Lines after the one containing "height:5px; margin-top:-2.5px; transform-origin:0;" are to be omitted; print exactly each line from the start of the records up to and including it.

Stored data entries
━━━━━━

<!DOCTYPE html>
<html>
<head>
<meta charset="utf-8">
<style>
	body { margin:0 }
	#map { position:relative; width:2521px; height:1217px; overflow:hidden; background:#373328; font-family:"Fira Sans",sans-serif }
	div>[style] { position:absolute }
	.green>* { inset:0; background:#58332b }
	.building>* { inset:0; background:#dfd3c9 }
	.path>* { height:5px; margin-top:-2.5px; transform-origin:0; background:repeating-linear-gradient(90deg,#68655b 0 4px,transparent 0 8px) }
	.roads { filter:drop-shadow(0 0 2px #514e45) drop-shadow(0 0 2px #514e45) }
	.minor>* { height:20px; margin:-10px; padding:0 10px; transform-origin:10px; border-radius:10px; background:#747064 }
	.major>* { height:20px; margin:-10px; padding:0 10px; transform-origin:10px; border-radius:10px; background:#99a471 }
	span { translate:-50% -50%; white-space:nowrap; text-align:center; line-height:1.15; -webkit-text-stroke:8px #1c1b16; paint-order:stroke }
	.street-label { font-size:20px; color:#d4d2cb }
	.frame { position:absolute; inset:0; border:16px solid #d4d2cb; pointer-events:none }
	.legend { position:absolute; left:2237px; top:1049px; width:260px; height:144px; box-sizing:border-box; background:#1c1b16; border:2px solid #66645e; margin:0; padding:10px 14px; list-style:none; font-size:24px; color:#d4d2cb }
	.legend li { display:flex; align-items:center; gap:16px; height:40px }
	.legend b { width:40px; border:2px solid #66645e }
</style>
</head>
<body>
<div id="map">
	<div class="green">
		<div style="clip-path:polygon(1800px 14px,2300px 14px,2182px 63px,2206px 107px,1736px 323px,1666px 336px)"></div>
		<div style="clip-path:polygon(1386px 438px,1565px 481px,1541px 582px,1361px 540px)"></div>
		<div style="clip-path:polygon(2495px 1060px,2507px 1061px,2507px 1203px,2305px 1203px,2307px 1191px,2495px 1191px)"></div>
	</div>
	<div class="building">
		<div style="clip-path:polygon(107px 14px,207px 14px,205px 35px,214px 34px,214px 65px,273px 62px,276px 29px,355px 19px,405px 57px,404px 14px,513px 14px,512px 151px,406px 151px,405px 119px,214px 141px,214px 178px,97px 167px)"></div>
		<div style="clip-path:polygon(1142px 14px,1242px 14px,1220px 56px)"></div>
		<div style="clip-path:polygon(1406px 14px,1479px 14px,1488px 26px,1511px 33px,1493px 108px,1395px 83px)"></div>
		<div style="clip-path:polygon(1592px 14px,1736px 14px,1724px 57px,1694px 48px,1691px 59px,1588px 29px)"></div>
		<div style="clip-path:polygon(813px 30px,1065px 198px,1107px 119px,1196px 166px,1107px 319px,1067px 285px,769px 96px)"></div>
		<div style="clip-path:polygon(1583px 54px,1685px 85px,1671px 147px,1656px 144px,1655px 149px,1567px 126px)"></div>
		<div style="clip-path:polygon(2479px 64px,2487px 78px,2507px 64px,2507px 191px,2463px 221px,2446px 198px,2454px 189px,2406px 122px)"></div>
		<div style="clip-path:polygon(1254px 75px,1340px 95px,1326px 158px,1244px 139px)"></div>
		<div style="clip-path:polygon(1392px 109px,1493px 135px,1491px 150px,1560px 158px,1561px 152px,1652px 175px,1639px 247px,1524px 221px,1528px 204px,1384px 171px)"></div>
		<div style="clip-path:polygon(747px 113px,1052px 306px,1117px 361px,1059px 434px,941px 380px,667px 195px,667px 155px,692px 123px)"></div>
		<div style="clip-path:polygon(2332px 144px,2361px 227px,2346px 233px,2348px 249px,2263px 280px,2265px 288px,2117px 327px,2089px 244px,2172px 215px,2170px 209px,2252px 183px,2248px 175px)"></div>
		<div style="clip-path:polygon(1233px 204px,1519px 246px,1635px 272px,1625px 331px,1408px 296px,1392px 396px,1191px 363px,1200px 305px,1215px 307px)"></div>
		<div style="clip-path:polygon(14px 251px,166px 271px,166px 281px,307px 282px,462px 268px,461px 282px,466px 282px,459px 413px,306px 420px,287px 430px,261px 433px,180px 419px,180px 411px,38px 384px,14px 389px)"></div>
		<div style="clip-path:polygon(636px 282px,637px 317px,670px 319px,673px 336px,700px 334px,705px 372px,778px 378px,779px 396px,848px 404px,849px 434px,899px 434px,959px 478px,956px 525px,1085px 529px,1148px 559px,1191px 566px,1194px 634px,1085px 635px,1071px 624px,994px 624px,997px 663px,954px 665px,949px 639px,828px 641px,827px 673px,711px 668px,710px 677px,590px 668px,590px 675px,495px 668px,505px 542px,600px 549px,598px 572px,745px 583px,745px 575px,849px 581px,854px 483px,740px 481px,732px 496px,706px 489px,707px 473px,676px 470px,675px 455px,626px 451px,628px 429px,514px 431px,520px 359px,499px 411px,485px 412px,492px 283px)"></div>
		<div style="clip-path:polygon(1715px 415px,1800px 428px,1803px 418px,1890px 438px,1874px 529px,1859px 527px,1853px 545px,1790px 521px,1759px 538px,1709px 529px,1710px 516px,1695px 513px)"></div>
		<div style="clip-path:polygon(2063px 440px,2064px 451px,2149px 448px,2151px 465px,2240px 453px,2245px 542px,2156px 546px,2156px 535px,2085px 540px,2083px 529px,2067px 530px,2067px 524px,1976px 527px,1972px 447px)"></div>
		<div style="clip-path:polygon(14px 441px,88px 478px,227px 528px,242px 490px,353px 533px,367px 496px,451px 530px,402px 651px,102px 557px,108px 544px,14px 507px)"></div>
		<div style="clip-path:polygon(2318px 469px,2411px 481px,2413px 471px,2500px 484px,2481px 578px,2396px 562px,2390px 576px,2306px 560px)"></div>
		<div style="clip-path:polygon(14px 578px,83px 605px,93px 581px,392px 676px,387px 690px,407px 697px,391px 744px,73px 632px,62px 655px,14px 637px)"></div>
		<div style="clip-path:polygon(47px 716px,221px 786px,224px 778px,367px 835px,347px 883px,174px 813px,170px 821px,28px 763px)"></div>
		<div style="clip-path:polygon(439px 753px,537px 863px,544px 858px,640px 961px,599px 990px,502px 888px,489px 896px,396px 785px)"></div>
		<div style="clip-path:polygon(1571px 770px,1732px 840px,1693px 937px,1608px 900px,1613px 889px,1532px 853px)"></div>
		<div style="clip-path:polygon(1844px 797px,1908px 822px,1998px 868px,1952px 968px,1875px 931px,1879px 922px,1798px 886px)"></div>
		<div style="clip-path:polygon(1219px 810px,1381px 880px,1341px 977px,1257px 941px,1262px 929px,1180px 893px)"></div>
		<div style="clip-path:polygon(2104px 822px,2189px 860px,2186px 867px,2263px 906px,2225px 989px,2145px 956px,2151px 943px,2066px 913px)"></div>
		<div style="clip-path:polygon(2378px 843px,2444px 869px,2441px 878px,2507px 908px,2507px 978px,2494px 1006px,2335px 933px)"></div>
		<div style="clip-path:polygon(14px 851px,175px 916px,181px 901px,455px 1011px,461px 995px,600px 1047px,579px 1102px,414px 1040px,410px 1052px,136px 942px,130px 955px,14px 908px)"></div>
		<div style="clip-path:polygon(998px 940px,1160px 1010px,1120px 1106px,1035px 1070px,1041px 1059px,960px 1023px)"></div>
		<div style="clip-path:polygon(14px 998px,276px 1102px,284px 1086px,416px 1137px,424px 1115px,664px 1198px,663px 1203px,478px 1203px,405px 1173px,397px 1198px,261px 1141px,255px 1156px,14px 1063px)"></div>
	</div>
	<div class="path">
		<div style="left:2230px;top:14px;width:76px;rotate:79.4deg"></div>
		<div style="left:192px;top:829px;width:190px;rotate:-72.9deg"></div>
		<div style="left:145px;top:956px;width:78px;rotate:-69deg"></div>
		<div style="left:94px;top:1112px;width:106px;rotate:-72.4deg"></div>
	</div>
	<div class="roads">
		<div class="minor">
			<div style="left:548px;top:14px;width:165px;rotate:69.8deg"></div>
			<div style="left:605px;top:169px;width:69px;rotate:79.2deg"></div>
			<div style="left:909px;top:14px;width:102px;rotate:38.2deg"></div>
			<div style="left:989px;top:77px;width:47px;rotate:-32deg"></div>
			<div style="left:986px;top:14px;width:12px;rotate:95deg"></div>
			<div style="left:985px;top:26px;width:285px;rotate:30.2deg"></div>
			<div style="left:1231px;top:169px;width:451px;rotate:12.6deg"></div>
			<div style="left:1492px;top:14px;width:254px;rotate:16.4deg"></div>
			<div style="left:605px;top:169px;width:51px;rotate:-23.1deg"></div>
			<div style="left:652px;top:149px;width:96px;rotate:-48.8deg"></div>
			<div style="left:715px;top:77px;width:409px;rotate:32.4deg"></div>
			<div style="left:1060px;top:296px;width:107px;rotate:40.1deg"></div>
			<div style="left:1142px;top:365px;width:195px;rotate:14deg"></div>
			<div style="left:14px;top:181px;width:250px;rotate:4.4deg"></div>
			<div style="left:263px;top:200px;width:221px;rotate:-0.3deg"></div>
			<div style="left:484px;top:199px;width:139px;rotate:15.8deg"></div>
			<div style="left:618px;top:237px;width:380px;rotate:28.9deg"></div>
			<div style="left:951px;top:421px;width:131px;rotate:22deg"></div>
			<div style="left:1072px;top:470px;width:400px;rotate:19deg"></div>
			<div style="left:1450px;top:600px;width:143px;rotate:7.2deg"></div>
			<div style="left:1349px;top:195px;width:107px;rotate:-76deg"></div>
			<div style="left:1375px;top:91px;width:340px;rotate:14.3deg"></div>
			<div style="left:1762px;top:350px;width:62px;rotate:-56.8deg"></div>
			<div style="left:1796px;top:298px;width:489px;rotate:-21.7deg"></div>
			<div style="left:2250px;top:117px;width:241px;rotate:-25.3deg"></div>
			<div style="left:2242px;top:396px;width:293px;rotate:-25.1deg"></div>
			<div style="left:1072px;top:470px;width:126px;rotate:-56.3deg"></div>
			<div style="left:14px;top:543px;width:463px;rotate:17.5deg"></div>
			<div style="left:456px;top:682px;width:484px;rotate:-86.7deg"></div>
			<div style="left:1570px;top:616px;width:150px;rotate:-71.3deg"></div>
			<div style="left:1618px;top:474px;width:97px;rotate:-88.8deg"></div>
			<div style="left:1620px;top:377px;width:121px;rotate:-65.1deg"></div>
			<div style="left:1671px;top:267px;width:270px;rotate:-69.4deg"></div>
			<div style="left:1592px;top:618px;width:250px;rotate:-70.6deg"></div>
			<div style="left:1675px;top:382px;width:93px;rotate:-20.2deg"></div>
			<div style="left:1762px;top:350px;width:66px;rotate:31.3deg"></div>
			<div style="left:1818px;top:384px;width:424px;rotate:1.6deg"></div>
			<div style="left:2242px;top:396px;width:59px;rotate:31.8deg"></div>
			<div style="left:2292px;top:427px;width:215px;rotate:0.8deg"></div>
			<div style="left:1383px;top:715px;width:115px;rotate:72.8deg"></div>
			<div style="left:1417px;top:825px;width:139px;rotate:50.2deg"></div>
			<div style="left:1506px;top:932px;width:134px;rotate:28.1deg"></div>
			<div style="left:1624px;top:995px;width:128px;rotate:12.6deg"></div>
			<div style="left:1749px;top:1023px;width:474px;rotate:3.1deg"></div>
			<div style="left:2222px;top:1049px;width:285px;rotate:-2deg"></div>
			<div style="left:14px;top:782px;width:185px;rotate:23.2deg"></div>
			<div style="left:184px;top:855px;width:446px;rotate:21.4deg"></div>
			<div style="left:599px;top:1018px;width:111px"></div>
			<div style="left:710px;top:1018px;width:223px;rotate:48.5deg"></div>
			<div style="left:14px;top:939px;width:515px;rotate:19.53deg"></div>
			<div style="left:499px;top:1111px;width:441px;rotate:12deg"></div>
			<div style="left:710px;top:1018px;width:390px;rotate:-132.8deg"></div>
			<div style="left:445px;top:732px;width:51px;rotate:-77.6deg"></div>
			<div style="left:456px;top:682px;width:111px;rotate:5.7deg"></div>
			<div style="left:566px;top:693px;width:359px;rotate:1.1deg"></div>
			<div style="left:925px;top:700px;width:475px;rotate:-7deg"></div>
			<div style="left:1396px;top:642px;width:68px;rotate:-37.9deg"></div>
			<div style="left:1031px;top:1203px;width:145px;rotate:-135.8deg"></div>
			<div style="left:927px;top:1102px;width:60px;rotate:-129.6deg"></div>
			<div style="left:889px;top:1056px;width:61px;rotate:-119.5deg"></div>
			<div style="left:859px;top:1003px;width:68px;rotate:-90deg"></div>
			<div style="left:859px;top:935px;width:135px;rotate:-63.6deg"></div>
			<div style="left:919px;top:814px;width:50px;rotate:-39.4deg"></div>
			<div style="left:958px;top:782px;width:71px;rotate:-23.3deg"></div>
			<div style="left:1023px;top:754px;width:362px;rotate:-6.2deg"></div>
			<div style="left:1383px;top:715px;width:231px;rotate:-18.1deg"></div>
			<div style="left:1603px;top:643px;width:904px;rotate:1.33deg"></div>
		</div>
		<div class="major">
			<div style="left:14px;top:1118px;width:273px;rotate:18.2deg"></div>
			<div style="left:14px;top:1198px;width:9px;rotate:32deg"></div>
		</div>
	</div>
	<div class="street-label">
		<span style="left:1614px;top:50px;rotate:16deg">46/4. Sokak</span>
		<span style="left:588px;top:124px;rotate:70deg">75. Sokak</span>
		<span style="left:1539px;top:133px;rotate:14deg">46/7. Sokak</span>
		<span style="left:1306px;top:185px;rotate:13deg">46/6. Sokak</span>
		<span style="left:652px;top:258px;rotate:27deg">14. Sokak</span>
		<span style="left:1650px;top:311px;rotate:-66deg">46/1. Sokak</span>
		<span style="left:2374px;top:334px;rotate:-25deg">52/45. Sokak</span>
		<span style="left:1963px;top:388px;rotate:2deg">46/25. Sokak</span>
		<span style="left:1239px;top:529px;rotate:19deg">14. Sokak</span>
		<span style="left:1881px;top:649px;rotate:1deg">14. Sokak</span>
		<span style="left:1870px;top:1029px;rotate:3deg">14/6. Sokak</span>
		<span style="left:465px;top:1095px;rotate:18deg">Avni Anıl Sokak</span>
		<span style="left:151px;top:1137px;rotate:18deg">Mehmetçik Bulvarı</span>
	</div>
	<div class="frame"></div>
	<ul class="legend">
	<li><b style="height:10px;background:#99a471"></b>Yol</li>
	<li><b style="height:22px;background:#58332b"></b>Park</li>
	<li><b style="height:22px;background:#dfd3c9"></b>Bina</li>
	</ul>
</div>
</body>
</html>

━━━━━━

◆ Worked solution ◆
<!DOCTYPE html>
<html>
<head>
<meta charset="utf-8">
<style>
	body { margin:0 }
	#map { position:relative; width:2521px; height:1217px; overflow:hidden; background:#373328; font-family:"Fira Sans",sans-serif }
	div>[style] { position:absolute }
	.green>* { inset:0; background:#58332b }
	.building>* { inset:0; background:#dfd3c9 }
	.path>* { height:5px; margin-top:-2.5px; transform-origin:0; background:repeating-linear-gradient(90deg,#68655b 0 4px,transparent 0 8px) }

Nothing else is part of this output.